I been working on Kuramoto-Sivashinsky Equation. In the process of analysis, I need to solve the following eigenvalues problem
$$ -u_{xxxx}-\lambda u_{xx}=\beta(\lambda)u $$
where $\lambda$ is a positive parameter and subject to periodic boundary condition $u(x+2k\pi)=u(x), k\in \mathbb{Z}$. Also, we required $\int_0^{2\pi}u(x,t)dx=0$.

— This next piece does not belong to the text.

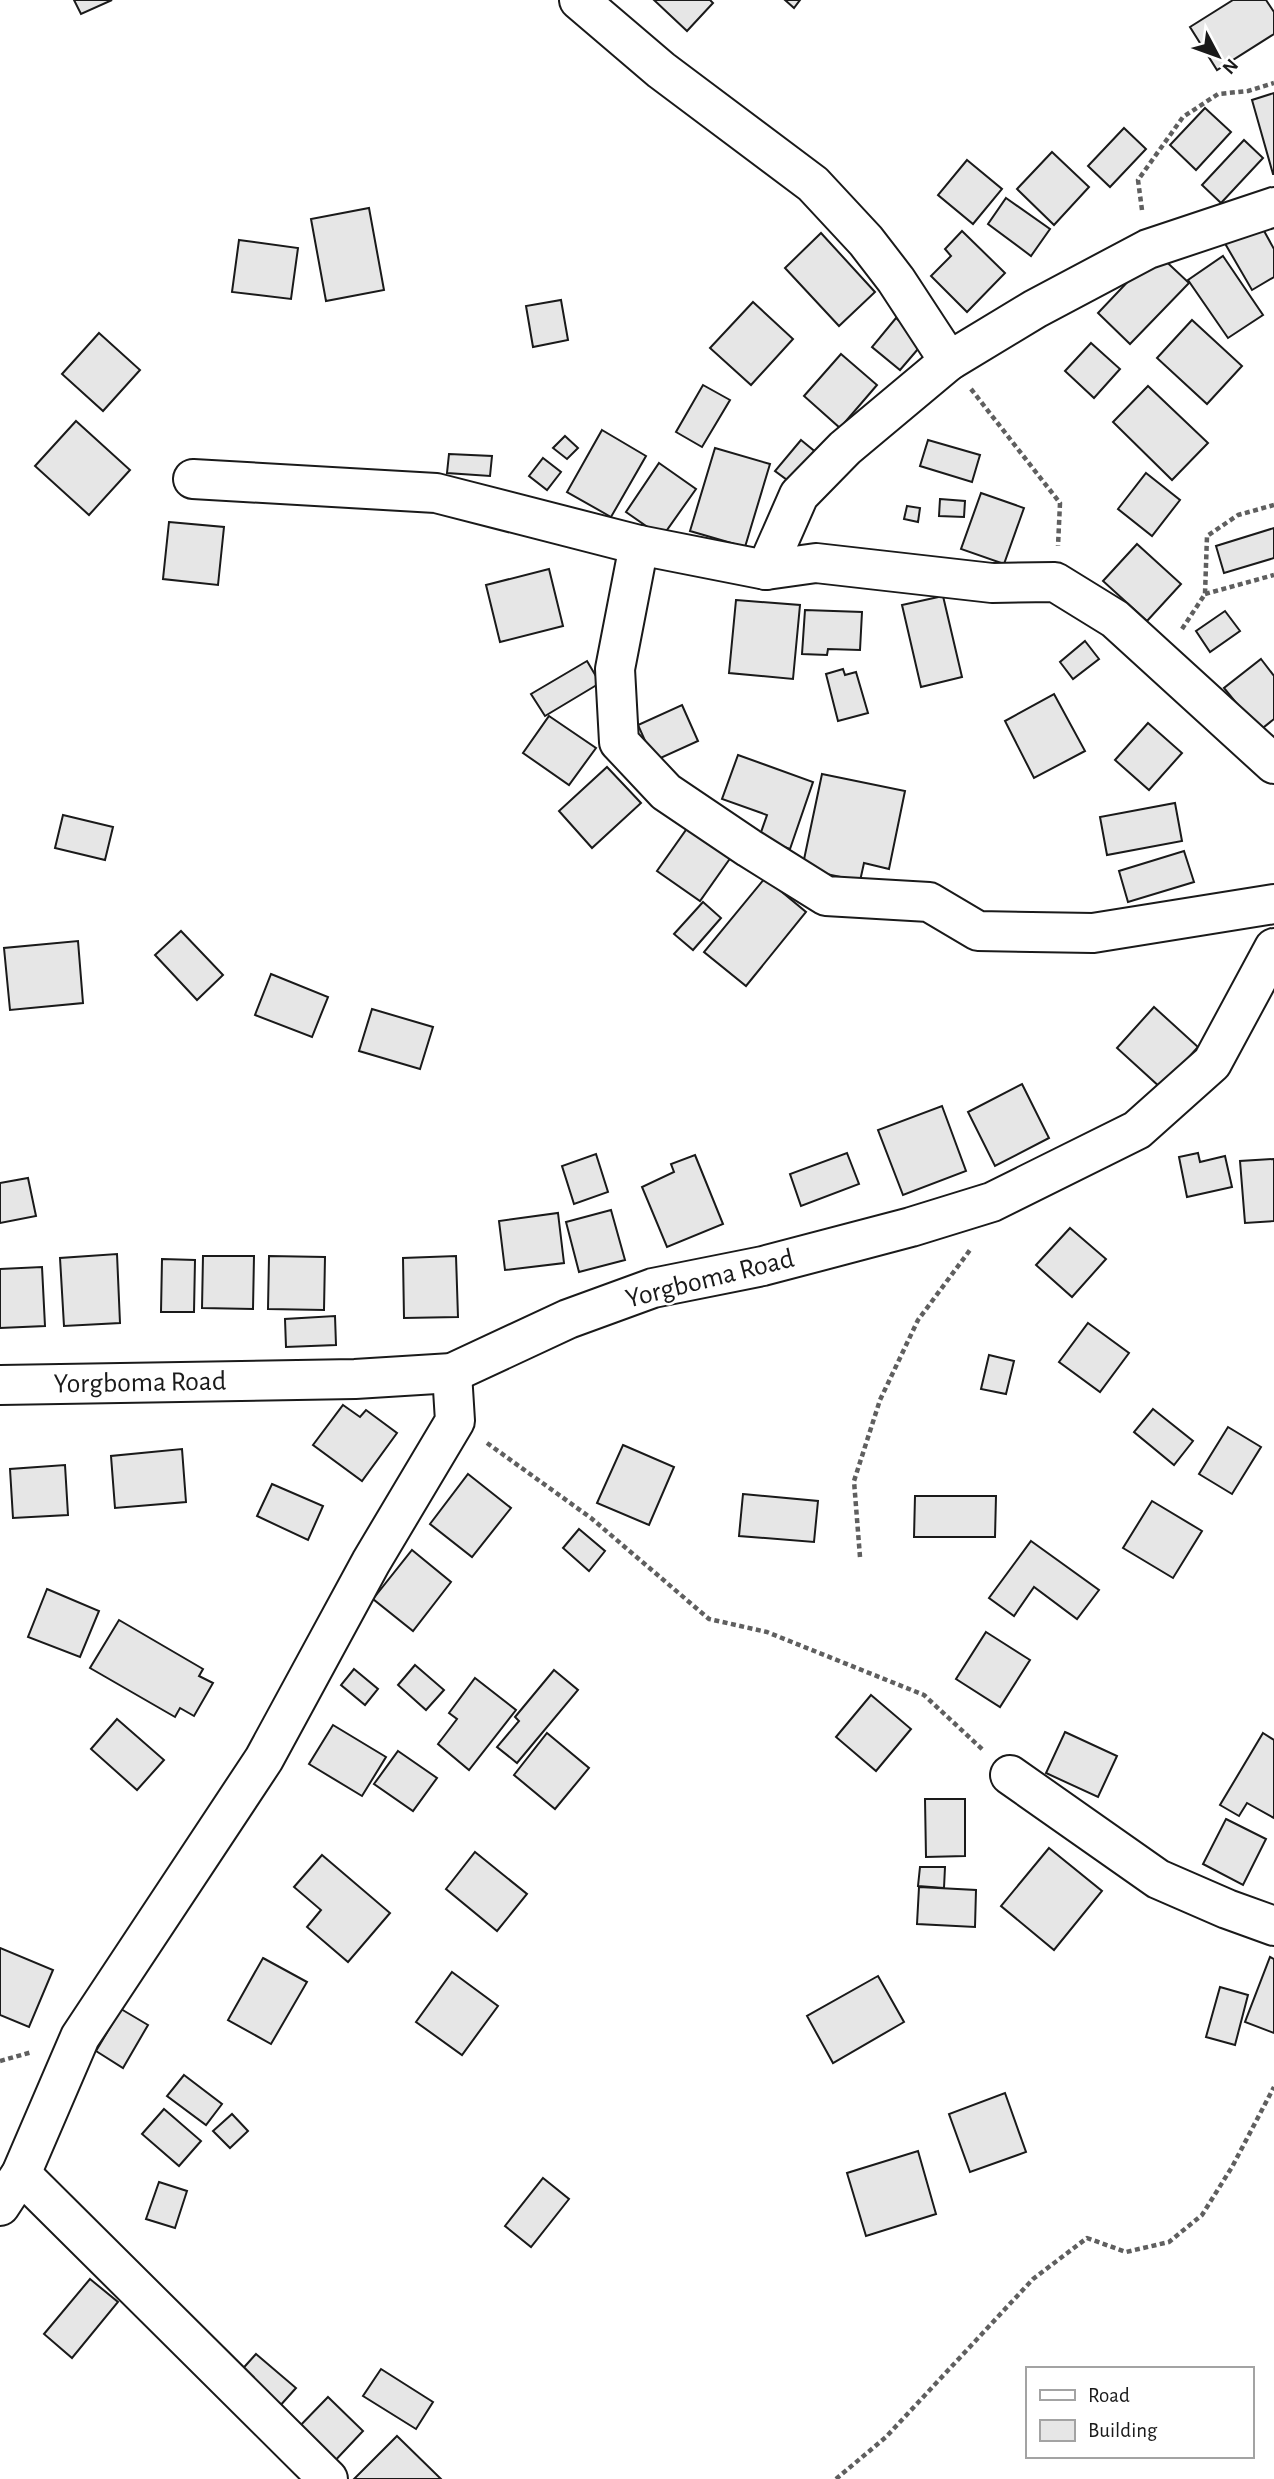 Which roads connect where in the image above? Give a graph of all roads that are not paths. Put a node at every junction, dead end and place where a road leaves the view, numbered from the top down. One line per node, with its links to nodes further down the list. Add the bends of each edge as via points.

This eigenvalues problem can be easily solved. We have
$$\beta_1(\lambda)=\beta_2(\lambda), \cdots, \beta_{2n-1}(\lambda)=\beta_{2n}(\lambda)=n^2(\lambda-n^2)$$
and
$$e_1=\sin x, e_2=\cos x \dots ,e_{2n-1}=\sin nx, e_{2n}=\cos nx$$
However, when working with generalized Kuramoto-Sivashinsky Equation, the eigenvalues problem become
$$ -u_{xxxx}-\lambda \nu u_{xxx}-\lambda u_{xx}=\beta(\lambda)u \ \ \ \ \ \ \ (\star) $$
Where $\lambda$ and $\nu$ are positive parameters with $\nu$ fixed. The periodic boundary condition above still applied.
I am stuck with the extra term $\lambda \nu u_{xxx}$ in equation $\star$. I need help to solve this eigenvalues problem. Also I am not sure we still have eigenvector which consists of trigonometric functions.
Thanks